Springtime in Japan has long been synonymous with one (very pink) thing: its sakura cherry blossoms, as well as the nation’s near-spiritual appreciation of the delicate pink blooms, writes Danielle Demetriou
They may not be as punctual as Japan’s famed bullet trains – but they are no less iconic. They are swooned over during picnics. They are painstakingly painted. They are obsessed over in poems. They are cited as a symbol of the transient nature of life. And they are diligently sprinkled on Starbucks lattes.
It’s pretty much impossible to think of spring in Japan without an image of a
sea of cherry trees awash with perfect pink blooms instantly coming to mind – be it surrounded by Tokyo’s cloud-brushing concrete skyscrapers, in the foreground of the looming triangular form of Mount Fuji or on the forest-wrapped grounds of a remote mountainside temple.

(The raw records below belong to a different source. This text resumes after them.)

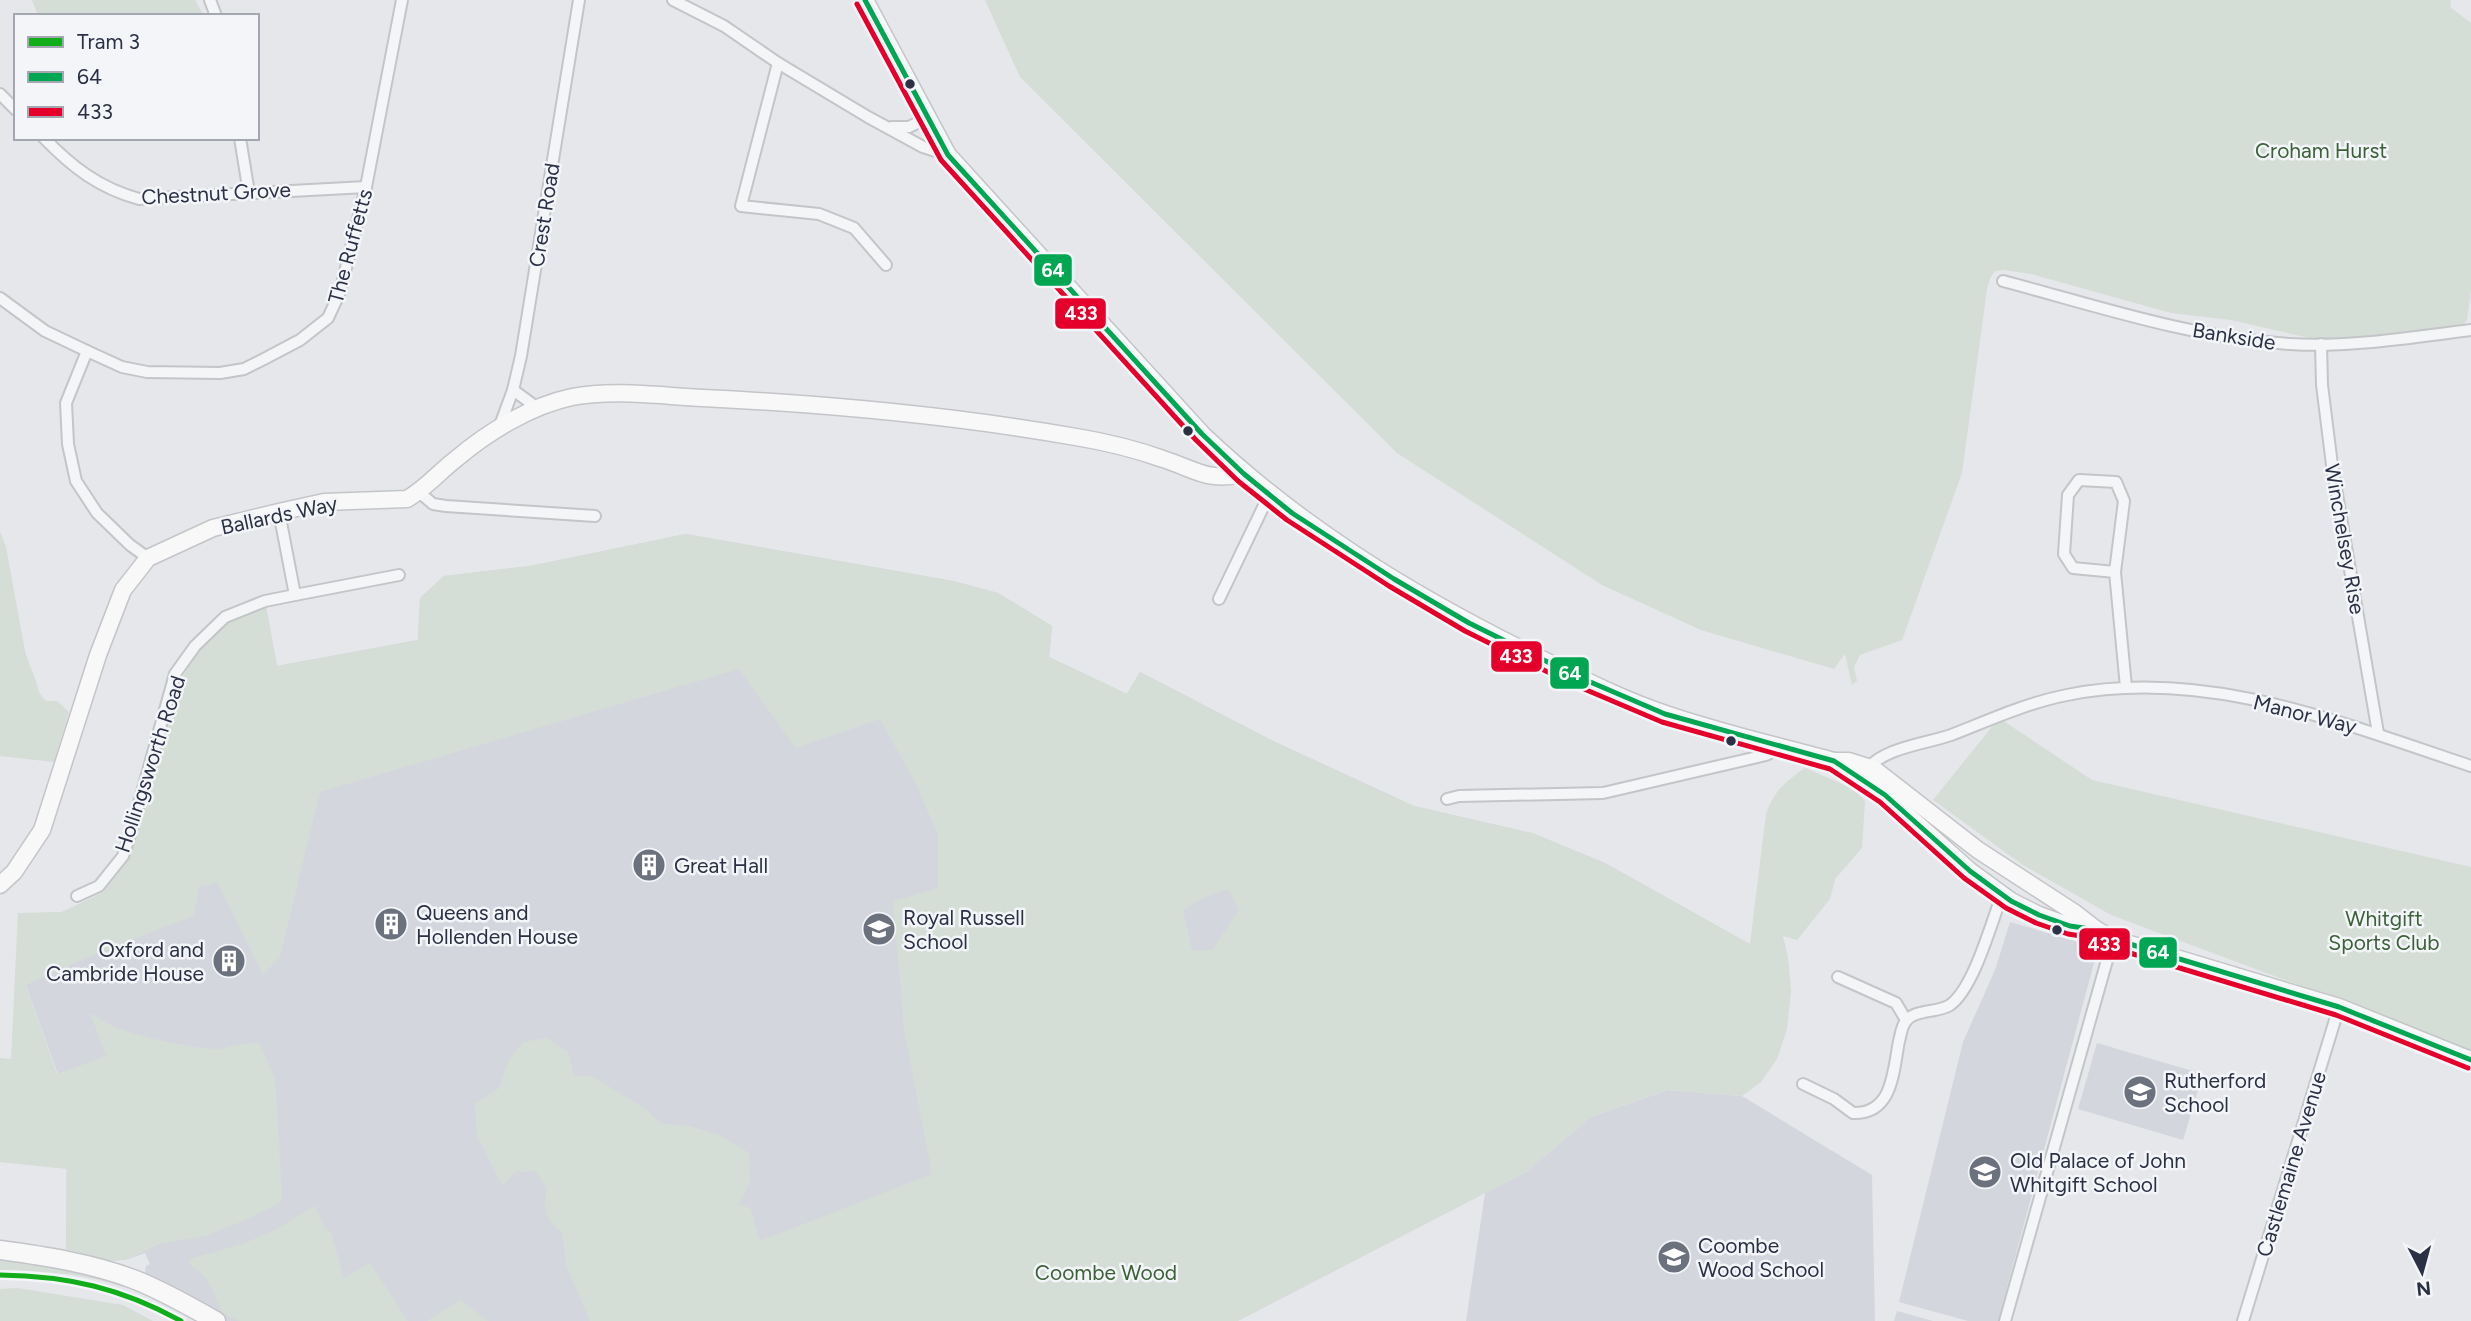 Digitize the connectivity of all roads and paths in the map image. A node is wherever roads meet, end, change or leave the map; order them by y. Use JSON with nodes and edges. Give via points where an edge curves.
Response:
{"nodes":[{"id":1,"x":402,"y":0,"type":"edge"},
{"id":2,"x":579,"y":0,"type":"edge"},
{"id":3,"x":673,"y":0,"type":"edge"},
{"id":4,"x":865,"y":0,"type":"edge"},
{"id":5,"x":778,"y":63,"type":"junction"},
{"id":6,"x":0,"y":93,"type":"edge"},
{"id":7,"x":14,"y":108,"type":"edge"},
{"id":8,"x":927,"y":118,"type":"junction"},
{"id":9,"x":882,"y":125,"type":"junction"},
{"id":10,"x":46,"y":140,"type":"edge"},
{"id":11,"x":240,"y":140,"type":"edge"},
{"id":12,"x":948,"y":155,"type":"junction"},
{"id":13,"x":366,"y":187,"type":"junction"},
{"id":14,"x":249,"y":193,"type":"junction"},
{"id":15,"x":886,"y":265,"type":"dead end"},
{"id":16,"x":2003,"y":281,"type":"dead end"},
{"id":17,"x":0,"y":298,"type":"edge"},
{"id":18,"x":2471,"y":330,"type":"edge"},
{"id":19,"x":2321,"y":344,"type":"junction"},
{"id":20,"x":87,"y":351,"type":"junction"},
{"id":21,"x":513,"y":390,"type":"junction"},
{"id":22,"x":539,"y":409,"type":"junction"},
{"id":23,"x":499,"y":428,"type":"junction"},
{"id":24,"x":1244,"y":474,"type":"junction"},
{"id":25,"x":419,"y":492,"type":"junction"},
{"id":26,"x":1269,"y":495,"type":"junction"},
{"id":27,"x":279,"y":512,"type":"junction"},
{"id":28,"x":596,"y":516,"type":"dead end"},
{"id":29,"x":148,"y":558,"type":"junction"},
{"id":30,"x":2115,"y":572,"type":"junction"},
{"id":31,"x":399,"y":575,"type":"dead end"},
{"id":32,"x":295,"y":595,"type":"junction"},
{"id":33,"x":1219,"y":599,"type":"dead end"},
{"id":34,"x":2126,"y":687,"type":"junction"},
{"id":35,"x":2378,"y":733,"type":"junction"},
{"id":36,"x":1782,"y":747,"type":"junction"},
{"id":37,"x":2471,"y":766,"type":"edge"},
{"id":38,"x":1864,"y":773,"type":"junction"},
{"id":39,"x":1447,"y":799,"type":"dead end"},
{"id":40,"x":0,"y":885,"type":"edge"},
{"id":41,"x":2002,"y":895,"type":"junction"},
{"id":42,"x":77,"y":896,"type":"dead end"},
{"id":43,"x":2097,"y":930,"type":"junction"},
{"id":44,"x":2113,"y":939,"type":"junction"},
{"id":45,"x":1838,"y":977,"type":"dead end"},
{"id":46,"x":2339,"y":1007,"type":"junction"},
{"id":47,"x":1906,"y":1020,"type":"junction"},
{"id":48,"x":2471,"y":1060,"type":"edge"},
{"id":49,"x":1803,"y":1084,"type":"dead end"},
{"id":50,"x":0,"y":1250,"type":"edge"},
{"id":51,"x":216,"y":1321,"type":"edge"},
{"id":52,"x":2004,"y":1321,"type":"edge"},
{"id":53,"x":2243,"y":1321,"type":"edge"}],
"edges":[{"from":1,"to":13,"type":"street","name":"The Ruffetts"},
{"from":2,"to":21,"type":"street","name":"Crest Road"},
{"from":3,"to":5,"type":"street","via":[[724,26]]},
{"from":4,"to":8,"type":"street"},
{"from":5,"to":9,"type":"street"},
{"from":5,"to":15,"type":"street","via":[[741,206],[819,214],[854,228]]},
{"from":6,"to":7,"type":"street"},
{"from":8,"to":9,"type":"street","via":[[909,127]]},
{"from":8,"to":12,"type":"street"},
{"from":9,"to":12,"type":"street","via":[[923,148]]},
{"from":10,"to":14,"type":"street","name":"Chestnut Grove","via":[[88,178],[139,199]]},
{"from":11,"to":14,"type":"street"},
{"from":12,"to":24,"type":"street","via":[[1133,360]]},
{"from":13,"to":14,"type":"street","name":"Chestnut Grove"},
{"from":13,"to":20,"type":"street","name":"The Ruffetts","via":[[335,306],[328,318],[300,340],[244,369],[220,373],[147,372],[122,367]]},
{"from":16,"to":19,"type":"street","name":"Bankside","via":[[2204,333]]},
{"from":17,"to":20,"type":"street","name":"The Ruffetts","via":[[45,331]]},
{"from":18,"to":19,"type":"street","name":"Bankside"},
{"from":19,"to":35,"type":"street","name":"Winchelsey Rise","via":[[2332,465]]},
{"from":20,"to":29,"type":"street","via":[[66,403],[76,481],[97,513]]},
{"from":21,"to":22,"type":"street"},
{"from":21,"to":23,"type":"street","name":"Crest Road"},
{"from":22,"to":23,"type":"street","name":"Ballards Way"},
{"from":22,"to":24,"type":"street","name":"Ballards Way","via":[[571,397],[614,394],[854,409],[1028,428],[1098,441],[1207,476]]},
{"from":23,"to":25,"type":"street","name":"Ballards Way"},
{"from":24,"to":26,"type":"street"},
{"from":25,"to":27,"type":"street","name":"Ballards Way","via":[[407,499],[324,502]]},
{"from":25,"to":28,"type":"street","via":[[433,504],[446,506]]},
{"from":26,"to":33,"type":"street"},
{"from":26,"to":36,"type":"street","via":[[1394,579],[1469,623],[1574,675],[1665,714]]},
{"from":27,"to":29,"type":"street","name":"Ballards Way","via":[[213,528]]},
{"from":27,"to":32,"type":"street"},
{"from":29,"to":40,"type":"street","name":"Ballards Way","via":[[123,590],[42,831]]},
{"from":30,"to":30,"type":"street","via":[[2124,501],[2116,482],[2079,480],[2068,495],[2064,554],[2073,568]]},
{"from":30,"to":34,"type":"street"},
{"from":31,"to":32,"type":"street","name":"Hollingsworth Road"},
{"from":32,"to":42,"type":"street","name":"Hollingsworth Road","via":[[225,617],[195,646],[175,674],[122,856],[99,886]]},
{"from":34,"to":35,"type":"street","name":"Manor Way","via":[[2224,694]]},
{"from":34,"to":38,"type":"street","name":"Manor Way","via":[[2024,705],[1927,743],[1889,752]]},
{"from":35,"to":37,"type":"street","name":"Manor Way"},
{"from":36,"to":38,"type":"street"},
{"from":36,"to":39,"type":"street","via":[[1766,755],[1603,793]]},
{"from":38,"to":41,"type":"street","via":[[1970,872]]},
{"from":38,"to":43,"type":"street","via":[[1891,780],[1978,850]]},
{"from":41,"to":43,"type":"street","via":[[2039,915]]},
{"from":41,"to":47,"type":"street","via":[[1970,981],[1948,1006]]},
{"from":43,"to":44,"type":"street"},
{"from":44,"to":46,"type":"street"},
{"from":44,"to":52,"type":"street"},
{"from":45,"to":47,"type":"street","via":[[1896,1003]]},
{"from":46,"to":48,"type":"street"},
{"from":46,"to":53,"type":"street","name":"Castlemaine Avenue"},
{"from":47,"to":49,"type":"street","via":[[1892,1080],[1882,1104],[1871,1111],[1853,1113]]},
{"from":50,"to":51,"type":"main road","via":[[51,1257],[131,1278]]}]}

Every year, under the meticulous gaze of armies of official sakura forecasters, the small buds burst into flowers on trees across the archipelago, starting in Okinawa on the southern tip, before sweeping slowly north across the country and finishing in Hokkaido.
And this year’s pending springtime sakura frenzy is perhaps more special than ever: it is the first cherry blossom season in Japan open to overseas visitors in four years, due to the pandemic shutting the nation’s borders.
Adding an extra layer of post-pandemic poignancy is the rich symbolism of the flowers. Their short-lived existence taps into a long-held appreciation of the beauty of the fleeting nature of life.
The blossoms also, quite literally, symbolise new beginnings, with April 1 being the first day of both the financial and academic year in Japan. In a nutshell? The cherry blossoms are not just pretty pink flowers: they are the floral embodiment of Japan’s most deep-rooted cultural and philosophical beliefs.
Like many things in Japan, its cherry blossoms – and the nation’s unwavering passion for them – smoothly tap into both the ancient and the modern. From as early as the eighth century, elite imperial courtiers paused to appreciate the delicate pink cherry blossoms known as sakura before indulging in picnics and poetry sessions beneath the blooms.
Fast-forward more than a millennium and the flowers that launched a thousand haiku are no less revered in modern-day Japan, with the fevered countdown to sakura season seeping into countless elements of daily life, heightened further by the televised Cherry Blossom Forecast, which offers a petal-by-petal analysis of the advance of the blooms – known as the cherry blossom front – as they sweep from the south to the north of the archipelago.
When the blooms actually arrive (as confirmed by teams of meticulous cherry blossom officials), it is time to indulge in one of the nation’s all-time favourite pastimes – hanami, which literally translates as “looking as flowers” and refers to flower appreciation picnics under the blooms.